If you change variables to $Y_i=\ln\left(\frac1{X_i}\right)=-\ln X_i$, it turns out to have a density

\begin{align} f_{Y_i}(y)&=f_{X_i}(e^{-y})\left|\frac{\mathrm d}{\mathrm dy}e^{-y}\right| \\&=\frac{\theta e^{-\theta y}}{\gamma^{\theta}}\mathbf1_{y>\ln(1/\gamma)} \\&=\theta\exp\left\{-\theta\left(y+\ln \gamma\right)\right\}\mathbf1_{y>-\ln\gamma}&;\,\small \theta,\gamma>0 \end{align}

This is a two-parameter exponential distribution with location $-\ln \gamma$ and scale $1/\theta$. In other words, this means $Y_i+\ln \gamma=\ln\left(\frac{\gamma}{X_i}\right)$ is exponential with mean $1/\theta$.

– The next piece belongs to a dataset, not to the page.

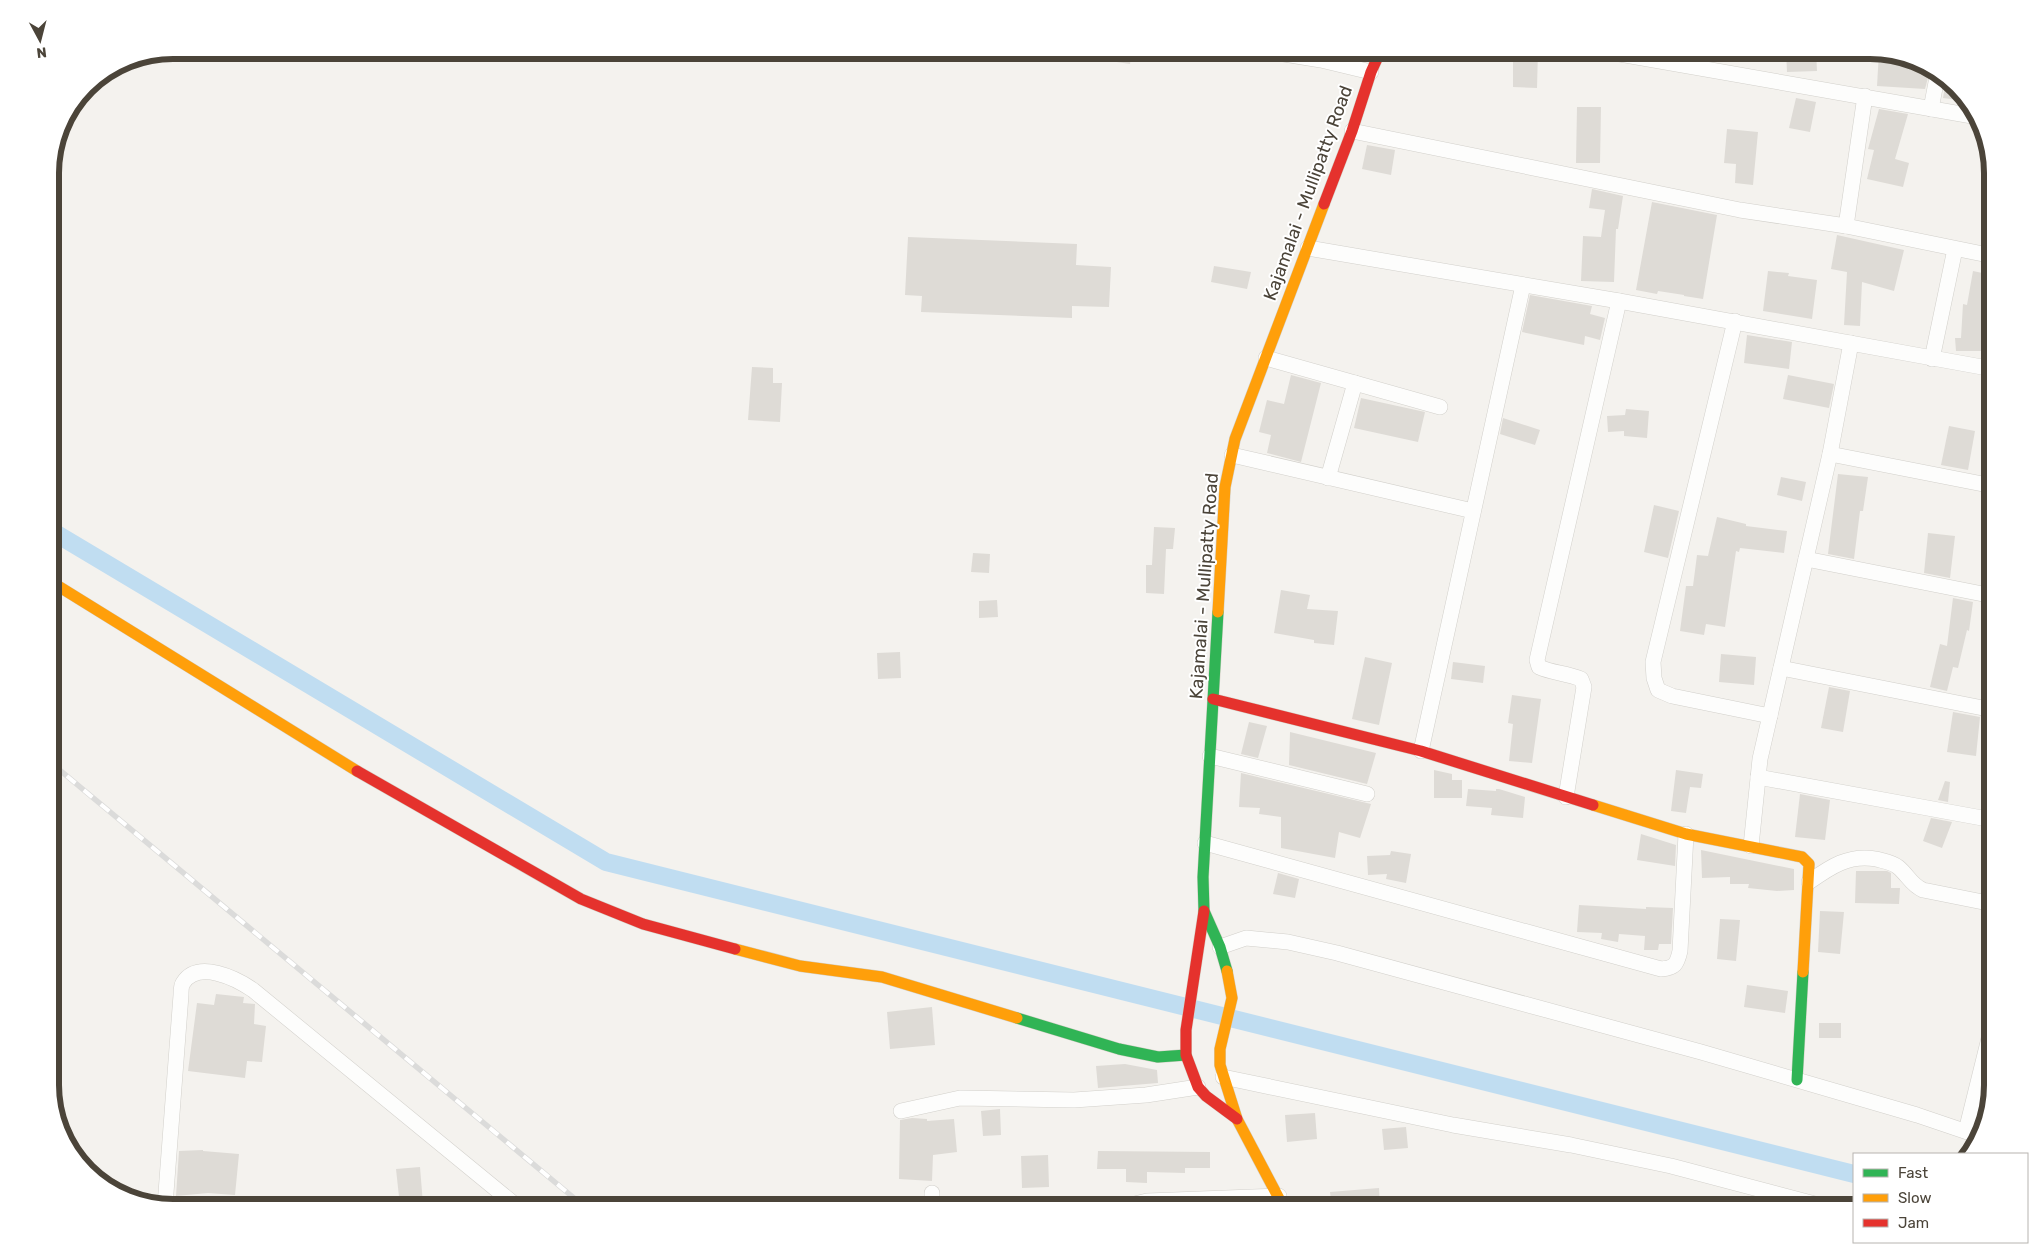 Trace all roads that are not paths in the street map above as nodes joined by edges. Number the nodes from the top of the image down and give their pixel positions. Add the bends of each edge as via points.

Noting that $Y_{(1)}=-\ln X_{(n)}$, the statistic $\boldsymbol T$ can be written as $$\boldsymbol T=\left(\sum_{i=1}^n (Y_i-Y_{(1)}),- Y_{(1)}\right)=(U,V) $$

That $\boldsymbol T=(U,V)$ is a complete statistic can be seen by comparing to this problem since we know that $Y_1,\ldots,Y_n$ are i.i.d $\text{Exp}\left(-\ln \gamma,\frac1{\theta}\right)$. You can see here that $U=\sum\limits_{i=1}^n (Y_i-Y_{(1)})$ has a certain Gamma distribution (this is the distribution you are asked for). To be precise, this can also be written as $2\theta U\sim \chi^2_{2(n-1)}$ as argued here. As $U$ is a function of a complete sufficient statistic, unbiased estimator of $1/\theta$ based on $U$ is the UMVUE by Lehmann-Scheffe theorem. This can also be done without the distribution of $U$ since one can find $E\left[U\right]=\sum\limits_{i=1}^n E\left[ Y_i\right]-nE\left[Y_{(1)}\right]$ directly in terms of $1/\theta$.